** TASK DIRECTIONS **
Search the records below for the word "Warburg". Pull out each line that has it.

** INPUT DATA **

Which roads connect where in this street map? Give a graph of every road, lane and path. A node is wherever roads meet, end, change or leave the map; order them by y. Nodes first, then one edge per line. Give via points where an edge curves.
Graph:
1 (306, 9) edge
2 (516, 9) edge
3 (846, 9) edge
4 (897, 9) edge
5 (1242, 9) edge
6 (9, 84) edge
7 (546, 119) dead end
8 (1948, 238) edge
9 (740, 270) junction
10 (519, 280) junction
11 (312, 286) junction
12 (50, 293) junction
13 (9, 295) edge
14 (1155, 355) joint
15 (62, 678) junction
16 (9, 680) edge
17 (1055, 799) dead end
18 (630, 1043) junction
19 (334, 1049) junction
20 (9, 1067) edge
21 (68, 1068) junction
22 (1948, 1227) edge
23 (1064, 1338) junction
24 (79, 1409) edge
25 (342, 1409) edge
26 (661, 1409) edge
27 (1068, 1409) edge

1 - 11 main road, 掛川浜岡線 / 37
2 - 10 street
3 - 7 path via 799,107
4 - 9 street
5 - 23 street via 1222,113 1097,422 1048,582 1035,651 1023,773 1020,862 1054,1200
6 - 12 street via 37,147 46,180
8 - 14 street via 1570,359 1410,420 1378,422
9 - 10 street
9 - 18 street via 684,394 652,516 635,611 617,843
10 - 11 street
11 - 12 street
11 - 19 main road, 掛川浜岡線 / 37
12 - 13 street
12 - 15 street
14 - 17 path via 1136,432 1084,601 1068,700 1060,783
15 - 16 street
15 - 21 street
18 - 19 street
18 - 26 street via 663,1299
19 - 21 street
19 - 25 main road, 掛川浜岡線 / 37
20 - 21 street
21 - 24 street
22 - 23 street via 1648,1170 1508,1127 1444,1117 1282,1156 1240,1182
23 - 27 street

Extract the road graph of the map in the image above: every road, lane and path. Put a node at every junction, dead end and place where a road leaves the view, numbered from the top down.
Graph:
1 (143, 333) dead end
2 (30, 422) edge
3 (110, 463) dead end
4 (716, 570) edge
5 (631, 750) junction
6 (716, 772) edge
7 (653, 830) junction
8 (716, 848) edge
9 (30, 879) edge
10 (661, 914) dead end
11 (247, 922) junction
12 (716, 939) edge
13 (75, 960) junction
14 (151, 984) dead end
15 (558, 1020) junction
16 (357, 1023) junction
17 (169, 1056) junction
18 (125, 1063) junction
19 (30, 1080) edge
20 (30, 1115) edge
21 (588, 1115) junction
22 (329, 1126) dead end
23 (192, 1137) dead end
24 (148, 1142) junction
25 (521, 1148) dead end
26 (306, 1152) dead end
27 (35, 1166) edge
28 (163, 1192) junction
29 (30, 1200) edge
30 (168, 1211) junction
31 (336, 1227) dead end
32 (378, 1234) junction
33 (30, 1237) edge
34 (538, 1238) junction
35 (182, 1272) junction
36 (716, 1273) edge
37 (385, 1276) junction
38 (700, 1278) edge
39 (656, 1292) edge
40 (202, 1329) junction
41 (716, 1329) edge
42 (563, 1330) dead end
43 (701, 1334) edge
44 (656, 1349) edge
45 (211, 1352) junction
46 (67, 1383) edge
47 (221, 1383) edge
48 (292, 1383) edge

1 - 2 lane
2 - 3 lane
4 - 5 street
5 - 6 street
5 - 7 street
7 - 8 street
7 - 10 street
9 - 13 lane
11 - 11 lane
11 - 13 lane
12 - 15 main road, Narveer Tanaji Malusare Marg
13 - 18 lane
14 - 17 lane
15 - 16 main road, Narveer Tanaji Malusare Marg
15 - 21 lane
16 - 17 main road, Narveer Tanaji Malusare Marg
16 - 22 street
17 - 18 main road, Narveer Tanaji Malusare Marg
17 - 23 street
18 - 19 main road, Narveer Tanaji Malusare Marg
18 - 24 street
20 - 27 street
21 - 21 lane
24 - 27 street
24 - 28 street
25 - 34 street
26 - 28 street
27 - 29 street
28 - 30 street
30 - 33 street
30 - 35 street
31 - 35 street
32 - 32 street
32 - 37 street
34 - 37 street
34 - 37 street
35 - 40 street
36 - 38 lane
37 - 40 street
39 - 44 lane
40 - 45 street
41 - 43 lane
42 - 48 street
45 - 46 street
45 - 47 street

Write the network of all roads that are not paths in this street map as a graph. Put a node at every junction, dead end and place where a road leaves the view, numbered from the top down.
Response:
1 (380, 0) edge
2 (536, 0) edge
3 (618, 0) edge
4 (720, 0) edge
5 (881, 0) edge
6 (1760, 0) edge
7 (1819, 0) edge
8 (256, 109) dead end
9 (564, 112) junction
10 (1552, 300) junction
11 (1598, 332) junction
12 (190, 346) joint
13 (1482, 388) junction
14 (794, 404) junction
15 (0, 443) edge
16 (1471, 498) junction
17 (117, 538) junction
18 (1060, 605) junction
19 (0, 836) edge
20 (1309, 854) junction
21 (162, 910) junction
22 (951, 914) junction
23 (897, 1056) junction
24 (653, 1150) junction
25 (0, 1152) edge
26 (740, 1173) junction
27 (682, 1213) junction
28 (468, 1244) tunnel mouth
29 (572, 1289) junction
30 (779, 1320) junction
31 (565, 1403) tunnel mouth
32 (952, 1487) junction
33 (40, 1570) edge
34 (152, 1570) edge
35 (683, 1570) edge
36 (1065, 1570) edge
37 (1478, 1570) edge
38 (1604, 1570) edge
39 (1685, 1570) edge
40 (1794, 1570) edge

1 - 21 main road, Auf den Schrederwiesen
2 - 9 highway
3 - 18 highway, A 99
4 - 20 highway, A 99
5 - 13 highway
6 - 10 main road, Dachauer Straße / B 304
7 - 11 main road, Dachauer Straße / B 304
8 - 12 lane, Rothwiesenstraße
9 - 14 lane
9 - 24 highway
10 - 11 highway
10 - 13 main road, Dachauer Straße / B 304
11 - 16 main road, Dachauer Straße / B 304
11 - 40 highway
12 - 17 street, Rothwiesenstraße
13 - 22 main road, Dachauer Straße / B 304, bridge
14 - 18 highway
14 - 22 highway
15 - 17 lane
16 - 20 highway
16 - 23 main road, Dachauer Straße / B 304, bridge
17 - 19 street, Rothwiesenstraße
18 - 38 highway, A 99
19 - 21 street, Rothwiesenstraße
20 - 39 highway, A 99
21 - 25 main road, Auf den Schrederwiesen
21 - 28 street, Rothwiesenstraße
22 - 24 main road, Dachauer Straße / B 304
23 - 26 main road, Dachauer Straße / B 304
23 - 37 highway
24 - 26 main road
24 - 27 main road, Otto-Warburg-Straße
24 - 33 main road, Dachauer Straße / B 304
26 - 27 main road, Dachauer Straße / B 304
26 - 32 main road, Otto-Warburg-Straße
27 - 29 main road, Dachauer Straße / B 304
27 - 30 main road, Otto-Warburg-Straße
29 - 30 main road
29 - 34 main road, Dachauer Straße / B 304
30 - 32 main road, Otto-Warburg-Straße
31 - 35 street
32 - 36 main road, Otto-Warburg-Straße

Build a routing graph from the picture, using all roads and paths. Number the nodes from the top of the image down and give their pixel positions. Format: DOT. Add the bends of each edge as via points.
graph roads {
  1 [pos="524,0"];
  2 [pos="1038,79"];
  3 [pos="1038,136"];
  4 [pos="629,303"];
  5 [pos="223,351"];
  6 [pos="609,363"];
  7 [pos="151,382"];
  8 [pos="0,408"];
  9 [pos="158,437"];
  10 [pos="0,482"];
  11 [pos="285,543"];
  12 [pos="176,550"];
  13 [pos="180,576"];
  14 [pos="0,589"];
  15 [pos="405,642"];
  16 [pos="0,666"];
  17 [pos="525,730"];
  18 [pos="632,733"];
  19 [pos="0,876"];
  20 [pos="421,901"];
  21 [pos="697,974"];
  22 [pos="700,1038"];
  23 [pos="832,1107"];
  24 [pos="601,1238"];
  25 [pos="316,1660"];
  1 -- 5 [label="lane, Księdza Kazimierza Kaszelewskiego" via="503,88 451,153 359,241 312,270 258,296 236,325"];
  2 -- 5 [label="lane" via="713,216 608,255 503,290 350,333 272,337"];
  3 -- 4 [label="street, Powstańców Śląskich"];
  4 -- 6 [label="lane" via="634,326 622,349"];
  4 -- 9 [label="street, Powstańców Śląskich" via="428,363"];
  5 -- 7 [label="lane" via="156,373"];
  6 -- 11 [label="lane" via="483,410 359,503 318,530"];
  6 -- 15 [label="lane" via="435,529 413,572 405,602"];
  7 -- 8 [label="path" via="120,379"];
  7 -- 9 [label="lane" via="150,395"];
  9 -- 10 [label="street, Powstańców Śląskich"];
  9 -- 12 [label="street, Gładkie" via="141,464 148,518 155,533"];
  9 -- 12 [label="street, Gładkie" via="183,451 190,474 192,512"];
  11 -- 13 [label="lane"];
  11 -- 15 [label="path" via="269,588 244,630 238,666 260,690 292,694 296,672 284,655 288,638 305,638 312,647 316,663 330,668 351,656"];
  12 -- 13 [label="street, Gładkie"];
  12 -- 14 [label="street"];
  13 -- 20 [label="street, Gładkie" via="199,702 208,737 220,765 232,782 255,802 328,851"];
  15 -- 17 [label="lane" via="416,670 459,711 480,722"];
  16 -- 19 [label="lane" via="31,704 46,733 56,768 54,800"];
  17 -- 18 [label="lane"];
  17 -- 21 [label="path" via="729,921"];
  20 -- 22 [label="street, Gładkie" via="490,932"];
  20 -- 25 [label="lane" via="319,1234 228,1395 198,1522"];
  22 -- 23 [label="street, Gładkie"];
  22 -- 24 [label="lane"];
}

** OUTPUT **
24 - 27 main road, Otto-Warburg-Straße
26 - 32 main road, Otto-Warburg-Straße
27 - 30 main road, Otto-Warburg-Straße
30 - 32 main road, Otto-Warburg-Straße
32 - 36 main road, Otto-Warburg-Straße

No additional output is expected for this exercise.